四人出門奪路走,他們都道黑店害人,因而未行小路,專挑豫章城最長的通衢大街跑,將動靜鬧得很大。
有江湖人披衣起夜,兩指豁開一條窗縫,暗中窺看燃起的大火和奔逃的四人,按住兵器猶豫待發。
錢阿六塊頭太大,雖然身體沒有想像般的僵硬難挪,但也做不到健步如飛,跑了未多時,人向前一甫,摔在地上四肢攤開,肥肉鋪落,活像一隻煎蛋。
被他夾在肋下的江有梅趁機鑽了出來,朝錢阿六屁股踩了一腳借力躍出,握著長劍原路跑回。

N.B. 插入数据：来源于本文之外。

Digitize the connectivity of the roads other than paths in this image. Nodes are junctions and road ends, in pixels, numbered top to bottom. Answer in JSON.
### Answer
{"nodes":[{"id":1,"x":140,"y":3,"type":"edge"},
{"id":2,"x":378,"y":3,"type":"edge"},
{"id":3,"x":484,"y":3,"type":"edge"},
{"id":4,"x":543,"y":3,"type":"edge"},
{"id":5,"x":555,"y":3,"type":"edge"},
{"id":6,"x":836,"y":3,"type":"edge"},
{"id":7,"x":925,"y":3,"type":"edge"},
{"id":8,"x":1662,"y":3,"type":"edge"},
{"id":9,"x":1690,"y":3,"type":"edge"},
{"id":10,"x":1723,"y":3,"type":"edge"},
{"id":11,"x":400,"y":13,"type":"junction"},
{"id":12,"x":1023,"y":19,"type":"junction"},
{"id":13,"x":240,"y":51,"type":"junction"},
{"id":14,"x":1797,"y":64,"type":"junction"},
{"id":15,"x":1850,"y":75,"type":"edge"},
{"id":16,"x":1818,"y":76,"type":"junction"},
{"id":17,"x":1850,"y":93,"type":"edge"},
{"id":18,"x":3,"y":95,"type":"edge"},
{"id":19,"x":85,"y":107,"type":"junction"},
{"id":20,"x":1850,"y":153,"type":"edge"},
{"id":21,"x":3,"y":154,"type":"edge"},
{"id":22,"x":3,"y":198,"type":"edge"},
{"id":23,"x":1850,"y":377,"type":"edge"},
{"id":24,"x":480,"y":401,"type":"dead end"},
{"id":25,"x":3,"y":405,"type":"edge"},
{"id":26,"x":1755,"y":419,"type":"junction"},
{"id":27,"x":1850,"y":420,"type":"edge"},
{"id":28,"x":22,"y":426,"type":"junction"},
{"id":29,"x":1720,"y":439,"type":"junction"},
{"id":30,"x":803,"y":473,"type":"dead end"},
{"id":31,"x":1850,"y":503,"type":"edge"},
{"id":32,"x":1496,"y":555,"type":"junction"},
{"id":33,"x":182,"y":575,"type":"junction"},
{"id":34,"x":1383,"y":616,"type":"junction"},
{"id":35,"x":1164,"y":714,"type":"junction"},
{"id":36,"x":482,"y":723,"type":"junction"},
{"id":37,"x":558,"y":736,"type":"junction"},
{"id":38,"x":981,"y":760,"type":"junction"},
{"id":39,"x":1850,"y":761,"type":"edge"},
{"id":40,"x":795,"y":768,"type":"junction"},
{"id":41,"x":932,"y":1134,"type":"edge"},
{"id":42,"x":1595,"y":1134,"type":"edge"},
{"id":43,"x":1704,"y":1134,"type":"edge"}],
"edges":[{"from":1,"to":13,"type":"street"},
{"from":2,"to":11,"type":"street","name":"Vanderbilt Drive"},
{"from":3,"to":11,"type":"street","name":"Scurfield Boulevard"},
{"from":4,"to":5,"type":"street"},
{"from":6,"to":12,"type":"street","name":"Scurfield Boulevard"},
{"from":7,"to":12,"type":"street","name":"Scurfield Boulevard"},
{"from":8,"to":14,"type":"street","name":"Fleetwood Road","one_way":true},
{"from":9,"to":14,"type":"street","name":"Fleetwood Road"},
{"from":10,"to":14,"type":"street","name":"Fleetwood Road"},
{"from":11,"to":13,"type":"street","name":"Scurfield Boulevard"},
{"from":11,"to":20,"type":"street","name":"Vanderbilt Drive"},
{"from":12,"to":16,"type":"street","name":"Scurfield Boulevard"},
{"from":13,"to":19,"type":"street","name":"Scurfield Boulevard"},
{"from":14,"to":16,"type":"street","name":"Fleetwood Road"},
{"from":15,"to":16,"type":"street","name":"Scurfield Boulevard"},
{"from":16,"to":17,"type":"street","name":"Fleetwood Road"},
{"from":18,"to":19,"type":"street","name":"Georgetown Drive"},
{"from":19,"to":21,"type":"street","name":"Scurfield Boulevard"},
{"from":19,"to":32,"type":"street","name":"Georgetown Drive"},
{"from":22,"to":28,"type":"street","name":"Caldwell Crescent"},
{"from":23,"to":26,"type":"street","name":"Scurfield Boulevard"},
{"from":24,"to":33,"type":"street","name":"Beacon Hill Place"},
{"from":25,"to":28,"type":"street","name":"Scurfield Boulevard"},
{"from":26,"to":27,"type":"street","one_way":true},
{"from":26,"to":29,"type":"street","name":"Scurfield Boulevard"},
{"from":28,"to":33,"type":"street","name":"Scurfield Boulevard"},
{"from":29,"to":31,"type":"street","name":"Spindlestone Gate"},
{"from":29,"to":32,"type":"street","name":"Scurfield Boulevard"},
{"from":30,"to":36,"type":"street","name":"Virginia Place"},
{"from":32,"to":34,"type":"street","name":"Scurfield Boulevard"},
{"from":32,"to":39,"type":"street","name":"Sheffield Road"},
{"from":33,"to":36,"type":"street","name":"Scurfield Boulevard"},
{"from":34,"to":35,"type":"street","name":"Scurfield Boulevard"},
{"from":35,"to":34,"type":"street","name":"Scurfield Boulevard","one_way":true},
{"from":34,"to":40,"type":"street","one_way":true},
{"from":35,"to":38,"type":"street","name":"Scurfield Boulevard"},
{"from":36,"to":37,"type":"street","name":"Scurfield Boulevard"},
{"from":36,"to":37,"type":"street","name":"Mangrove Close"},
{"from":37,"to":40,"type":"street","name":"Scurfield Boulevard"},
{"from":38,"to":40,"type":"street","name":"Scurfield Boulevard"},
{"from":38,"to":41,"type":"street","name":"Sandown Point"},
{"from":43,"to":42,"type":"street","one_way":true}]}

胖子白白挨了一下,口中「哎呦」,奮力爬了起來:「有梅姑娘,我們好不容易才逃出來,你這會回去不是自投羅網嗎!」
「我整個耳朵里都是哥哥摔下去的慘叫,我受不了了,我要回去救他!姬洛……姬洛他不肯救,我去救還不行嗎!」枔又雙眼紅腫,傷心到頭,這會連眼淚也落不下半滴,整個人似入了魔怔般,腳下不停,頭也不回。
屈不換聞言剎住腳,他和江家兄妹相識不過一日,這女人腦子糊屎拎不清狀況,他不想管這閒事,咬牙去拉胖子,連眼都不想抬一下。